Had another video taped presentation today. Think I still did not do well because the feedback from the tutor is still that I lack eye contact with my audience. Well, guess it takes time to adapt myself to presenting in front of a class. Was never a presentation. Or maybe I am as my friend says - "A born dull droning lecturer". *Sigh* Hope I do pull through the business communication module. I am not going to make it with such presentation skills. *Sigh*

Changed my Singtel plan today to the one with free incoming call. Basically to enable my mother's friends to be able to get hold of her even when I am on the internet and thus the phone is engaged. Lagging by a lot of readings and I still have no momentum for studies. *Sigh* Hope the recess week coming in two weeks time do help a little though I doubt so considering that I have a presentation on the recess week too. *Sigh* But guess I can only just wait and see how. *Yawn*

Monday, August 30, 2004

30th August 2004 Monday

Fed up. Very fed up with my law project mates. Can you believe that we spent two hours discussing a tiny question? If you are in my class in any way, please take out your company law tutorial 5 and have a look at question 3. Can you believe we took two hours on that question? Some of my group mates simply have no stand of their own. Can't he say something besides saying ok only? Yawn.

Sorry. A bit in a foul temper today. Really in a bad mood these days.

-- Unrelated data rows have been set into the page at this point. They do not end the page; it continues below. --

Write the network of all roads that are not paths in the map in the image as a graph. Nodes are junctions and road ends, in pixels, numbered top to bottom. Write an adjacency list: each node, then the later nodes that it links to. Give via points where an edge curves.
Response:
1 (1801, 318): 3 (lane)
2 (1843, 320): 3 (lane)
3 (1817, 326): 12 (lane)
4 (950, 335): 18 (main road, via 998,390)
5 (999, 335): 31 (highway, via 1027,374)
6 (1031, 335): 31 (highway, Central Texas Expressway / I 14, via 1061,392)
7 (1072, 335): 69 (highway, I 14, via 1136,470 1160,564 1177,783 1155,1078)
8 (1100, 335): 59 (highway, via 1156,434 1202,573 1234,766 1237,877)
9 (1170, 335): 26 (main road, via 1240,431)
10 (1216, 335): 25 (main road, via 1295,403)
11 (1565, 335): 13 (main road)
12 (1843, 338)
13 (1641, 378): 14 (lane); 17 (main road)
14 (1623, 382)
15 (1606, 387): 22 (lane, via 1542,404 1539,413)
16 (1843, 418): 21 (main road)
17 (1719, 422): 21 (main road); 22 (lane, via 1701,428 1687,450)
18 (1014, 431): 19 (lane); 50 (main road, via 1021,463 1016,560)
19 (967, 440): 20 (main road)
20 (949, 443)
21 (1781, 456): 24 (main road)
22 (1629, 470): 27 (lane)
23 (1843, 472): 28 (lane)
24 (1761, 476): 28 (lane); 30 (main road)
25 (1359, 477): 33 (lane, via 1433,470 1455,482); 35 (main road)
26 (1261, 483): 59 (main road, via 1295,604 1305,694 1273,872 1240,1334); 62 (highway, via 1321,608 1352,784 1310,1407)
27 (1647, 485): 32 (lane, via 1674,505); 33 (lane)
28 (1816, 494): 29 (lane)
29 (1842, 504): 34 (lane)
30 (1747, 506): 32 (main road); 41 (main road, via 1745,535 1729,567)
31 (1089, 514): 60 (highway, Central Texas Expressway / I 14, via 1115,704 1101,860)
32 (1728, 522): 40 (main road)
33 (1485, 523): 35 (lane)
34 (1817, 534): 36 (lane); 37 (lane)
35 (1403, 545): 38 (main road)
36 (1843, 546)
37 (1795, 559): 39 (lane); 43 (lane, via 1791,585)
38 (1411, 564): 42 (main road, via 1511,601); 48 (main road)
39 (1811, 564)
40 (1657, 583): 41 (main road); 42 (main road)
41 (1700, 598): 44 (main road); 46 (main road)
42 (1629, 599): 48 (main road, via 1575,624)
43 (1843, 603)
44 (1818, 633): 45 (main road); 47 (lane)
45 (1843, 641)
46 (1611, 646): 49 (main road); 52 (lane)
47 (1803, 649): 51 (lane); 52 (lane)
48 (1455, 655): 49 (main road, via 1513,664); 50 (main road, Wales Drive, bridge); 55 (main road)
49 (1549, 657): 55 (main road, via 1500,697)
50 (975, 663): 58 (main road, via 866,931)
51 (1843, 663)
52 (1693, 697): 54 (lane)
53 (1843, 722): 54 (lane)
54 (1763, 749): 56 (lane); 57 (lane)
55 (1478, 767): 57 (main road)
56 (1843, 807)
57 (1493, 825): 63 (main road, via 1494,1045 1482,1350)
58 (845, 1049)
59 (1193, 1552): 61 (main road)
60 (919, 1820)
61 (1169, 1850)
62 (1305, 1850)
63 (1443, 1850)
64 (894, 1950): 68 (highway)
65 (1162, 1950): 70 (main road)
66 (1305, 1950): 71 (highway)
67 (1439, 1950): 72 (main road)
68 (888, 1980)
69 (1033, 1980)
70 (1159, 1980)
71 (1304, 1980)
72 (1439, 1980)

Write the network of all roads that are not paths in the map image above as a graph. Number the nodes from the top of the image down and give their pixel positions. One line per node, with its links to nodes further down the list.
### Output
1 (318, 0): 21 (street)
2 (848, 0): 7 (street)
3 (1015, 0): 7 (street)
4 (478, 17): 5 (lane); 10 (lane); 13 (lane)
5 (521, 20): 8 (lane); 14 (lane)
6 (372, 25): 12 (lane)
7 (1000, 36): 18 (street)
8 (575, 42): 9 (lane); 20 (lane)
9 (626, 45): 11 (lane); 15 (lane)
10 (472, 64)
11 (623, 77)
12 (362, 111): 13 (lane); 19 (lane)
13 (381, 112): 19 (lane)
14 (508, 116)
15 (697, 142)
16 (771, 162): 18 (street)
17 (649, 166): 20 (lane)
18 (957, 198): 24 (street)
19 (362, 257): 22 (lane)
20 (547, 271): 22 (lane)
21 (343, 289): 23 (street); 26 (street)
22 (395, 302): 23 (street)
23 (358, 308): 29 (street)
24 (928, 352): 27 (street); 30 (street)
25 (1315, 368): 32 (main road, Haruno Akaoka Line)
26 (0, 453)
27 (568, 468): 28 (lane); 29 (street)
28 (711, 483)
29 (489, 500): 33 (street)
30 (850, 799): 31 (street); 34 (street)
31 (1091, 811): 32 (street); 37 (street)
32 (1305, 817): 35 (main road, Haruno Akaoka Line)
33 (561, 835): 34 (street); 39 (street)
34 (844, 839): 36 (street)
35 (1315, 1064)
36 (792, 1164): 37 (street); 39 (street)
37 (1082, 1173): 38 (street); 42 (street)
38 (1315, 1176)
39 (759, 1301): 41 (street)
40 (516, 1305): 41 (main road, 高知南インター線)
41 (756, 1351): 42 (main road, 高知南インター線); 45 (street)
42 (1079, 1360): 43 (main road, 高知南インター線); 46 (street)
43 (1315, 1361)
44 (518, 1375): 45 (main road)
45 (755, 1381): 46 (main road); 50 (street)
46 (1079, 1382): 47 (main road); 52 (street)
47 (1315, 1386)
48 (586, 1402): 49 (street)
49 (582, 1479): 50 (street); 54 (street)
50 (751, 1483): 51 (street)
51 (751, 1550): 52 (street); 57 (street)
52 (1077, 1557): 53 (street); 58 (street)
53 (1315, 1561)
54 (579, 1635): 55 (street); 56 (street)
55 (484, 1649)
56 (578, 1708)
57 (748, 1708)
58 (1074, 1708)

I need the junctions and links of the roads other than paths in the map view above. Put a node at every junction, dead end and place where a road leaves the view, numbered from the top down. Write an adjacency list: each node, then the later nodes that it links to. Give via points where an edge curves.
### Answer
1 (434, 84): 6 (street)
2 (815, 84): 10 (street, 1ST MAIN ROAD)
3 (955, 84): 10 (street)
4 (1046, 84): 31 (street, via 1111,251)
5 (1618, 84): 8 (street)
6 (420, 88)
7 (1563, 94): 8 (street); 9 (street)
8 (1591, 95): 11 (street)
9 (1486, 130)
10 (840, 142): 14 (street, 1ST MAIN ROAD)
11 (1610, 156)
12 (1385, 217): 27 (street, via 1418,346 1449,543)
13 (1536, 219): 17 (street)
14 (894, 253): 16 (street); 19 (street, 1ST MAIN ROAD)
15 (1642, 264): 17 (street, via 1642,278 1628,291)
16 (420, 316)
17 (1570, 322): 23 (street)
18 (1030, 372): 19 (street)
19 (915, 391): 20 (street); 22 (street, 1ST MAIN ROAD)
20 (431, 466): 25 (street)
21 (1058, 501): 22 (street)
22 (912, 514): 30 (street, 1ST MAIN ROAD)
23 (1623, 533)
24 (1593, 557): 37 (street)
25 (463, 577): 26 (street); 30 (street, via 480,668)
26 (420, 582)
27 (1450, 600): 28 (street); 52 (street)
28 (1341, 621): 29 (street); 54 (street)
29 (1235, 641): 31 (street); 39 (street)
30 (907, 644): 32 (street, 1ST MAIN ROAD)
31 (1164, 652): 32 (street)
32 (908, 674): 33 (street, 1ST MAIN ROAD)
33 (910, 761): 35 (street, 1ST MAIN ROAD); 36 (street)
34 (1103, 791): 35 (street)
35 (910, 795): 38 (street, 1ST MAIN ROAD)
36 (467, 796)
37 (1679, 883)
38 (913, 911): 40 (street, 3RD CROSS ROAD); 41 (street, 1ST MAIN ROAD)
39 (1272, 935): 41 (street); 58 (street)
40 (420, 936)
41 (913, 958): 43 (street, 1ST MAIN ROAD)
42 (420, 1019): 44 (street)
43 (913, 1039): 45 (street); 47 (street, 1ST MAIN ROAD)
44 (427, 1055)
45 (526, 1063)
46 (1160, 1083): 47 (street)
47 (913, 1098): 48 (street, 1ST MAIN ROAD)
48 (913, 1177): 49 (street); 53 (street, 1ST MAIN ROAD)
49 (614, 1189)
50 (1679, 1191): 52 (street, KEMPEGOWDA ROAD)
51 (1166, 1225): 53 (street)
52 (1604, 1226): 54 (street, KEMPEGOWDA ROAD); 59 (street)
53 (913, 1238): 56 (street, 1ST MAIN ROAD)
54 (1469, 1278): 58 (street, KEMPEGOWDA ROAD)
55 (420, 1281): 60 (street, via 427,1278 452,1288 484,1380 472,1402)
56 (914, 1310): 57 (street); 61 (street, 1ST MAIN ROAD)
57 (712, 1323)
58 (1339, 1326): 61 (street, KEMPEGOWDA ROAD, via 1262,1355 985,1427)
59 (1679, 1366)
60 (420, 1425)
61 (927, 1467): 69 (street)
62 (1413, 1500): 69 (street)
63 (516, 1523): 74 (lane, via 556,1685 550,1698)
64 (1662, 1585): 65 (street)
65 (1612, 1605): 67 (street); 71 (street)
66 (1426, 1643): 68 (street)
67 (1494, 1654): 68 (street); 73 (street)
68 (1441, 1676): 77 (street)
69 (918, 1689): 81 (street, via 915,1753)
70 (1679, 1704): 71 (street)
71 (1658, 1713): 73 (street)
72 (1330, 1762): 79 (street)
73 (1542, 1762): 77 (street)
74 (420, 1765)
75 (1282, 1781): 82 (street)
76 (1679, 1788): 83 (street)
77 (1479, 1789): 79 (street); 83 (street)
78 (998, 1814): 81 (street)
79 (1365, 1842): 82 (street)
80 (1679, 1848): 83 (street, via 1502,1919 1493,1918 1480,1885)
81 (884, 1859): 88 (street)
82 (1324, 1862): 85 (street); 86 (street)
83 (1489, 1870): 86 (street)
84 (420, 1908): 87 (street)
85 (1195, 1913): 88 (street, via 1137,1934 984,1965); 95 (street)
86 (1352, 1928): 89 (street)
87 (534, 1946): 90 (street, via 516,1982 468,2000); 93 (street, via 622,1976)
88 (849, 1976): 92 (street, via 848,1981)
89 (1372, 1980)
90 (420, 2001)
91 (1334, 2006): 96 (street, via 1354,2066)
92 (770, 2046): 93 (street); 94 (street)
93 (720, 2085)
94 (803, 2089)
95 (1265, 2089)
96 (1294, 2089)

Must be mad already. Must be due to the confusing modules I am taking this semester...... Forgive me......

Saturday, August 28, 2004

28th August 2004 Saturday

Didn't turn out much for the project today. Only got a couple of mathematical ratios and a few theories of our own. Really very difficult piece of work we have got there. Hope we do turn out something in the next meeting.

Heard that today my favourite student also never turn up for her lessons at the enrichment centre because she went for the Primary three gifted programme exam. Guess it was just as well this way as I never go to work today anyway. Hope I am able to make it this weekend. Really hope so as it sounds bleak due to the sudden upsurge in the amount of presentations for the various modules I am taking this semester. Hiaz. Really do hope as the chinese old saying goes "the bridge will really turn straight when the boat reaches it". Just pray hard I guess.

Friday, August 27, 2004

27th August 2004 Friday

Rainy day. Why must it always rain when I am feeling lost and sad? What is our goal in living? I am starting to lose focus of my goal if there is one to being with. =(

Read this in one of my mail. Find it very meaningful......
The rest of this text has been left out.